Re-awakening the Marda Goldfield: Leeuwin unearths untapped high-grade zones
April 8, 2025 Off By MarketOpenIn a sector where the shine of gold is often dulled by overcooked narratives, Leeuwin Metals (ASX:LM1) has managed to quietly unearth a treasure trove hiding in plain sight.
Having only recently closed its acquisition of the Marda Gold Project from Ramelius Resources, Leeuwin’s forensic review of 350,000 metres of historical drilling data has yielded something of a geological resurrection.
The data reveals extensive, shallow, high-grade gold mineralisation that — crucially — sits outside the previously mined open pits across a 3km strike in Marda Central.
The numbers are compelling.
Standout intercepts include:
- 62m @ 1.94g/t Au from 102m (MRC292)
- 48m @ 1.95g/t Au from 94m (MRC346)
- 11m @ 6.9g/t Au from 21m (MRC364)
That’s not prospective arm-waving — that’s drill-bit truth.
According to Leeuwin Metals Executive Chairman Christopher Piggott,
“The drilling results uncovered by the review of Marda Central strengthen our view about the substantial upside at Marda. The results show there is extensive mineralisation outside the mined areas, including high-grade zones, and highlight the potential to create value by extending this mineralisation.”
The real kicker?
There’s been little to no deeper drilling in the region — remarkable, given that the mineralisation is hosted in banded iron formations (BIFs), geological structures renowned for their vertical continuity.
Leeuwin has now launched drilling at Marda Central to chase down extensions to these zones, while simultaneously turning the magnifying glass to neighbouring prospects — Evanston, Golden Orb, and King Brown — all within the Marda camp and all with their own track records of gold production.
The Python and Dolly Pot prospects, in particular, read like forgotten legends.
Python boasts 46m @ 2.2g/t from 69m and 22m @ 3.27g/t from 98m, while Dolly Pot still carries 36m @ 1.83g/t from 92m and 30m @ 2.1g/t from 96m — results that would turn heads at any modern-day investor roadshow
The twist?
Much of this mineralisation sits beneath pits that barely scratched the surface, with historical mining often stopping at just 60–80m depth.
Leeuwin’s approach offers a rare mix of brownfields reliability and near-greenfields upside — with infrastructure access and existing mining legacy reducing development risk.

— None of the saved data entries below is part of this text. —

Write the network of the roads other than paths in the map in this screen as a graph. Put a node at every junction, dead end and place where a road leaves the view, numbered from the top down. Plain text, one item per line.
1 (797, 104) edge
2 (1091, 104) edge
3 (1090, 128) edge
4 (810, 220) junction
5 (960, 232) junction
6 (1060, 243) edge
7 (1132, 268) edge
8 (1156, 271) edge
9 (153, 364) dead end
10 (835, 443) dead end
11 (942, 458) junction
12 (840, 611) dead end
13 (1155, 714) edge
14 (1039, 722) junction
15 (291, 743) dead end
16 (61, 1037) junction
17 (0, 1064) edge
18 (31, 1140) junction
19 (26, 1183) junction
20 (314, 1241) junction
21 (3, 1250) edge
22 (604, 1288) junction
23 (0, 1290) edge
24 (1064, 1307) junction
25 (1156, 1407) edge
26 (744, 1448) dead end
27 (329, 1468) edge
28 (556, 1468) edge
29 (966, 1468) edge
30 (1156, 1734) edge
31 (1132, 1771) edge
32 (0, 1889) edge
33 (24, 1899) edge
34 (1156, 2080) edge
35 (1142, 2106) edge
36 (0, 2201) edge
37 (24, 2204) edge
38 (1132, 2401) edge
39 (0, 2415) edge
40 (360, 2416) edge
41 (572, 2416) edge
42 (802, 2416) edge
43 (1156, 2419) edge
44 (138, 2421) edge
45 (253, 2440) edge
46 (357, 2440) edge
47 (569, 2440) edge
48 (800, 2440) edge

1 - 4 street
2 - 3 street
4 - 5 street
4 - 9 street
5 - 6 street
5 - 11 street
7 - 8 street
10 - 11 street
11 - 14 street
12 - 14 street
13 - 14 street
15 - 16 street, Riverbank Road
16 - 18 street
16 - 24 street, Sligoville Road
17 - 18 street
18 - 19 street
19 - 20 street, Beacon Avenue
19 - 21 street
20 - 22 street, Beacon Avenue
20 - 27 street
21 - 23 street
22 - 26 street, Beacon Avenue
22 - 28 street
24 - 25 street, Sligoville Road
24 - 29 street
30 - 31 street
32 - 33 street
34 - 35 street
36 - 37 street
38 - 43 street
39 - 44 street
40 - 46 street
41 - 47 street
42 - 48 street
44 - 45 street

For a junior, that’s a strategic sweet spot.
While the market has yet to fully price in the scope of this revitalised gold story, Leeuwin’s actions speak louder than words.
The drills are spinning.
The data is flowing.
And the gold, it seems, was there all along — just waiting for someone to look a little closer.
As Piggott summed it up:
“Given the success of this review, we will now conduct similar assessments of other key areas at Marda… with the expectation there will be additional brownfield targets identified.”
Leeuwin’s Marda project is fast becoming a textbook case of how a fresh set of eyes — and a willingness to dig into the archives — can redefine a project’s future.